_Provided data:_
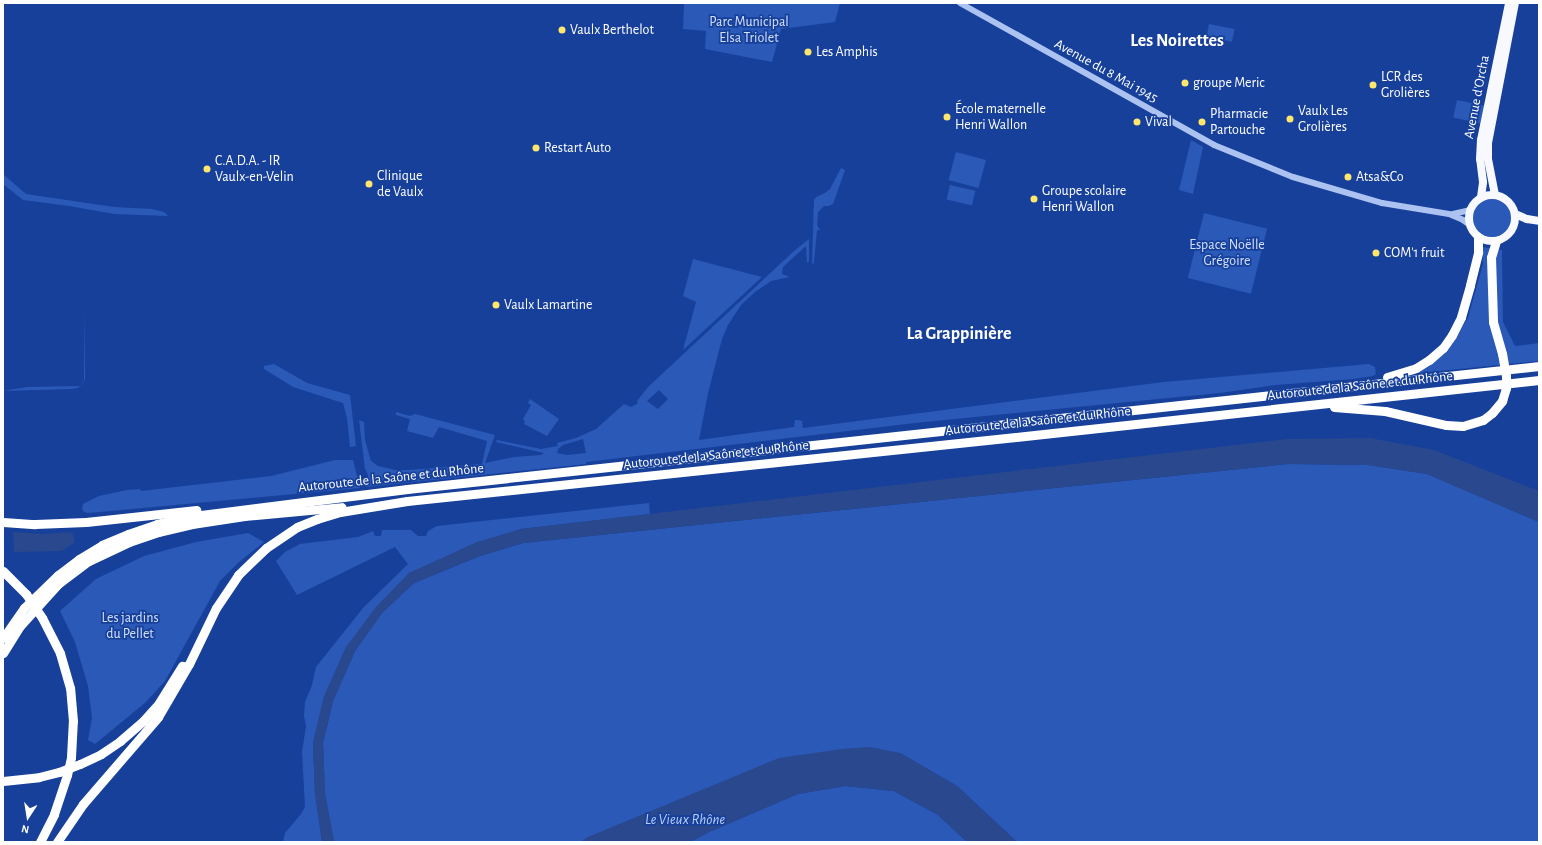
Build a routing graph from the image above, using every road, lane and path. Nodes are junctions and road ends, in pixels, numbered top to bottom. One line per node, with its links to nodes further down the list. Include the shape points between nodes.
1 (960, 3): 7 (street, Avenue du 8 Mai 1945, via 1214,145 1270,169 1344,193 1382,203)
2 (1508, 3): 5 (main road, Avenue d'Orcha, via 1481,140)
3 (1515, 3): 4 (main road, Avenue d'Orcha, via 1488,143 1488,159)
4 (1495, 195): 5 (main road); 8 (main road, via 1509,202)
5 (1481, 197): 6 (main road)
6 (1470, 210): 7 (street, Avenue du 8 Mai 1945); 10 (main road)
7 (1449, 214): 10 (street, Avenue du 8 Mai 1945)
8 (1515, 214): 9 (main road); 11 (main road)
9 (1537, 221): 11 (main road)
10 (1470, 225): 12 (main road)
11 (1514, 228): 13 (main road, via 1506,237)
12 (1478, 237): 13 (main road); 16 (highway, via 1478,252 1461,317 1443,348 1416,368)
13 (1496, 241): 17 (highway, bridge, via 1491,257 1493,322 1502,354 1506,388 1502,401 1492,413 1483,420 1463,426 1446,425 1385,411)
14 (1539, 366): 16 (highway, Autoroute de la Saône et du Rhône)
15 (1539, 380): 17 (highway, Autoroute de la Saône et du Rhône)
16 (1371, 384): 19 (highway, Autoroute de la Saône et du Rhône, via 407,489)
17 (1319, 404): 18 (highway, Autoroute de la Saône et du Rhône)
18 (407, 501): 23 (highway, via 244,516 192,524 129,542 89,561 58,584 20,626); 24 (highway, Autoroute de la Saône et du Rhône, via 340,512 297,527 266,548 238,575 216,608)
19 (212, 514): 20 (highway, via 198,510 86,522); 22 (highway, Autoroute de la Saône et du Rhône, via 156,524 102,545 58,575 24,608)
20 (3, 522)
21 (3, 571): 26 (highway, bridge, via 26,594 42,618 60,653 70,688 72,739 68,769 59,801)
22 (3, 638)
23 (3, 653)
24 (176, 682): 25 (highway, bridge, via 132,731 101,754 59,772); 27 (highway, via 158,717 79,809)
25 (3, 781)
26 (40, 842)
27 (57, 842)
...
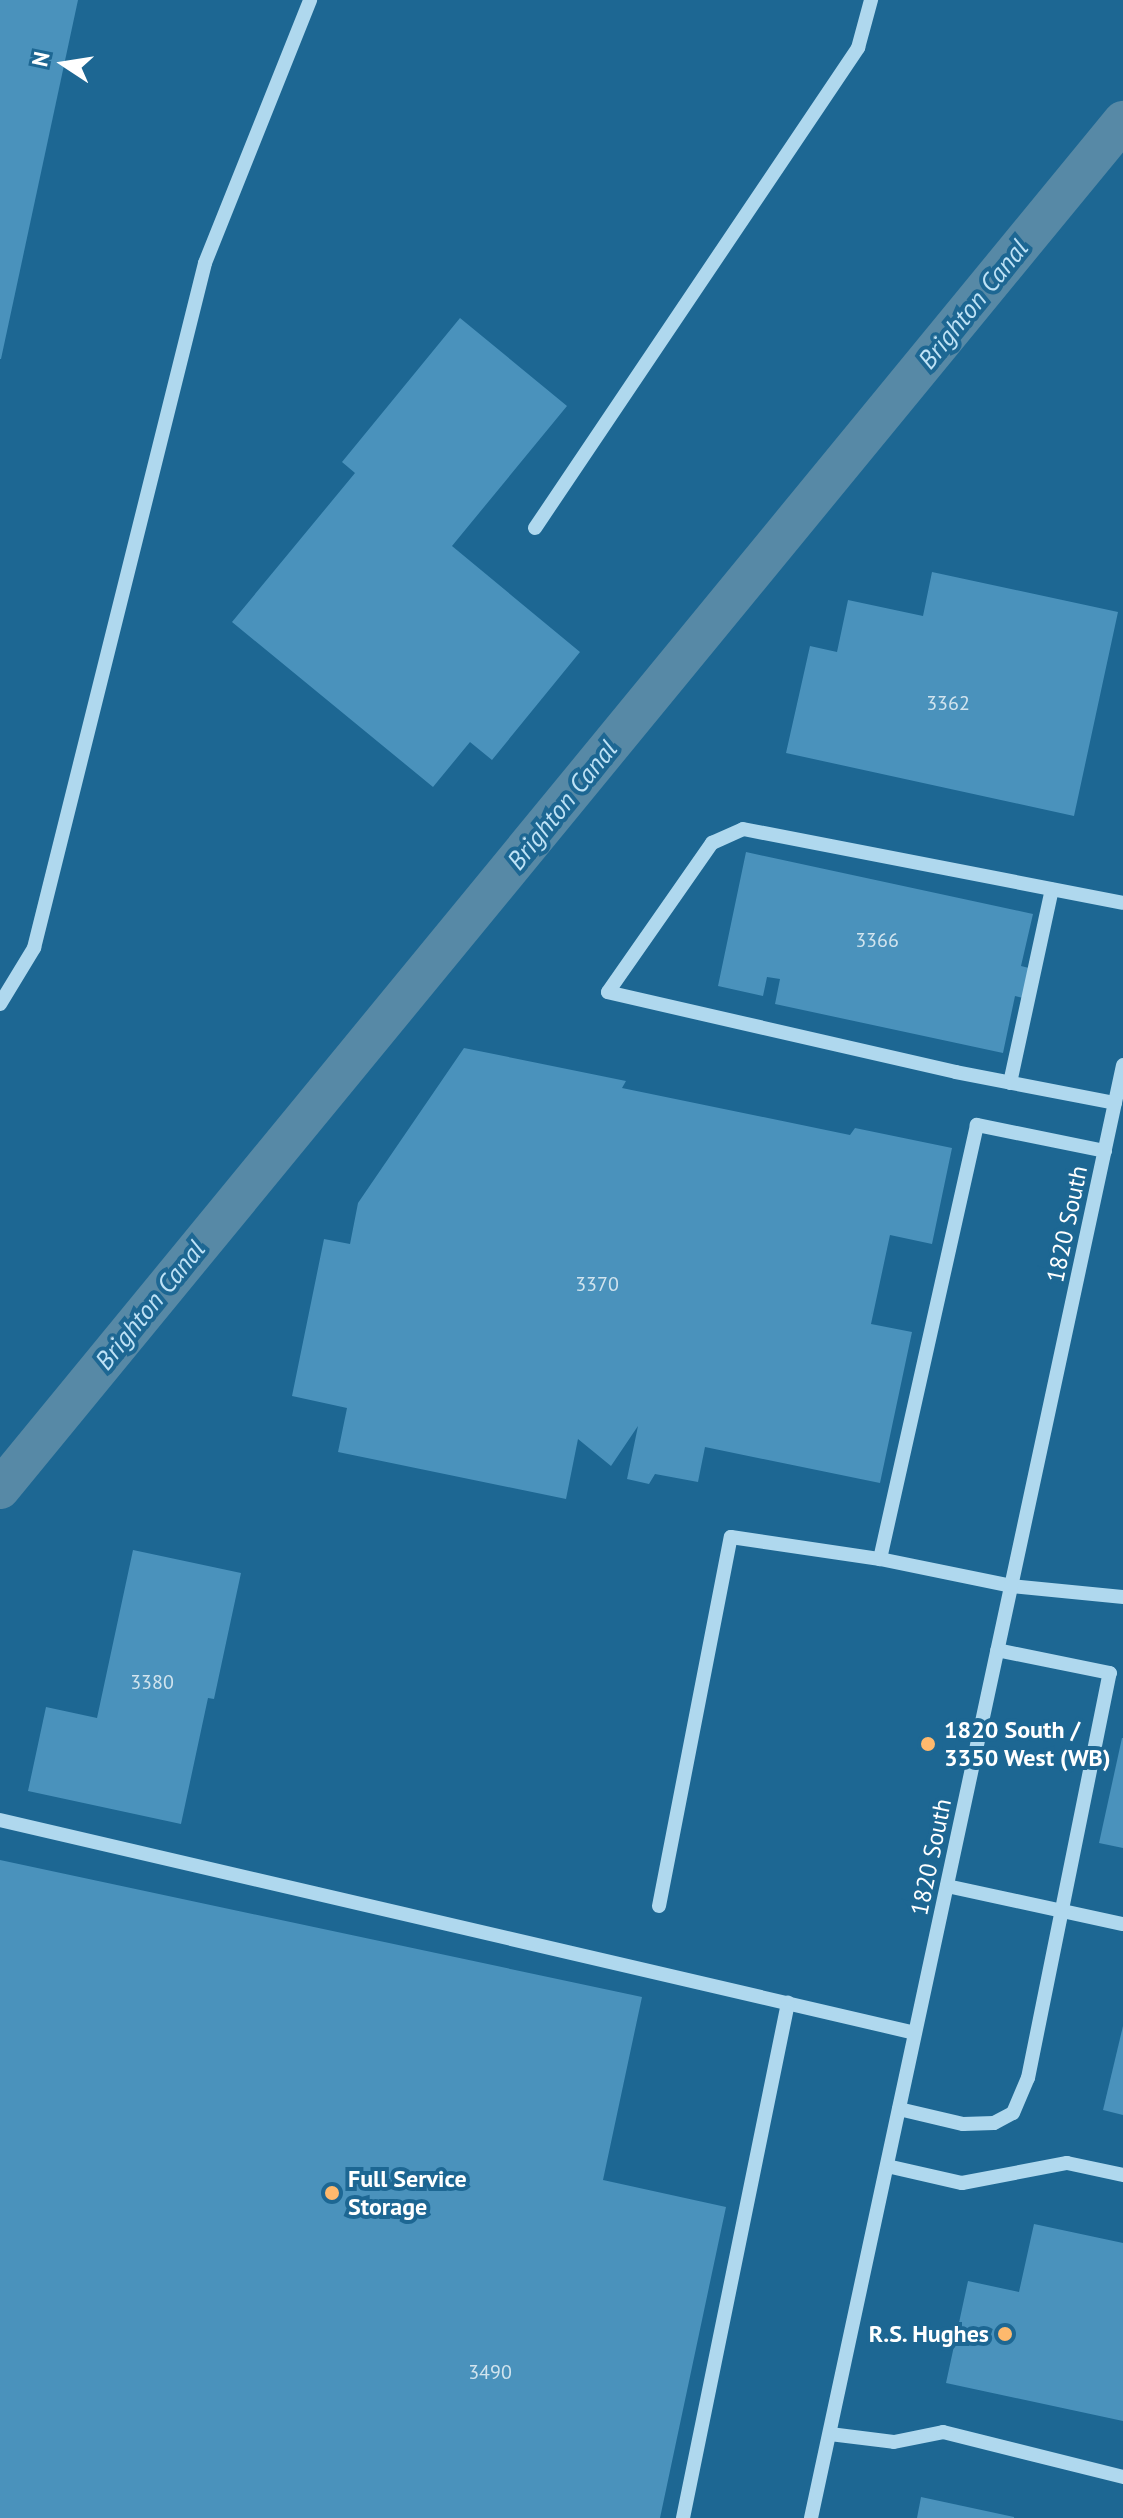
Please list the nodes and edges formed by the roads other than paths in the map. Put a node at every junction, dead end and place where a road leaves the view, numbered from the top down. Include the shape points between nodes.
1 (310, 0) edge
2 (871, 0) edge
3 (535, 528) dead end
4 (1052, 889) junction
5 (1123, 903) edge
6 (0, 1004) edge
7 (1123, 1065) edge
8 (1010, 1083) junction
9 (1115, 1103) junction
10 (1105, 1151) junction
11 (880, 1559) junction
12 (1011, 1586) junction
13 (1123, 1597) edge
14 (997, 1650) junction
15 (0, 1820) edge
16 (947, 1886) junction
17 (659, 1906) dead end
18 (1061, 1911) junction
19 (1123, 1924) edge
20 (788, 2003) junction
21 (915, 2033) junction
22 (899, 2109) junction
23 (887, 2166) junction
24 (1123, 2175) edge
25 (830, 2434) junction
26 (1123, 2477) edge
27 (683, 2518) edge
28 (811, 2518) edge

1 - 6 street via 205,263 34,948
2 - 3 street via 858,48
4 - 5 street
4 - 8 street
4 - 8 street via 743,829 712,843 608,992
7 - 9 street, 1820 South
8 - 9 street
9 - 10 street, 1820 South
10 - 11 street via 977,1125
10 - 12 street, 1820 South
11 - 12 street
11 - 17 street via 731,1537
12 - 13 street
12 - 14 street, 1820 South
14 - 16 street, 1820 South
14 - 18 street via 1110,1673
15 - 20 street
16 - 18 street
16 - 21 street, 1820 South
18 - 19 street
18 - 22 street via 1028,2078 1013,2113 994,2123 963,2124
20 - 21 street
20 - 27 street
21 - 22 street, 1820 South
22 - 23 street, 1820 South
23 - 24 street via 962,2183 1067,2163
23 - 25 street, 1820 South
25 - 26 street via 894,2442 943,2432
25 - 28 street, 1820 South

_Goal of the exercise:_ Say how many lines of the data hold the string "Rhône", with no other words in your reply.

_Answer below:_ 6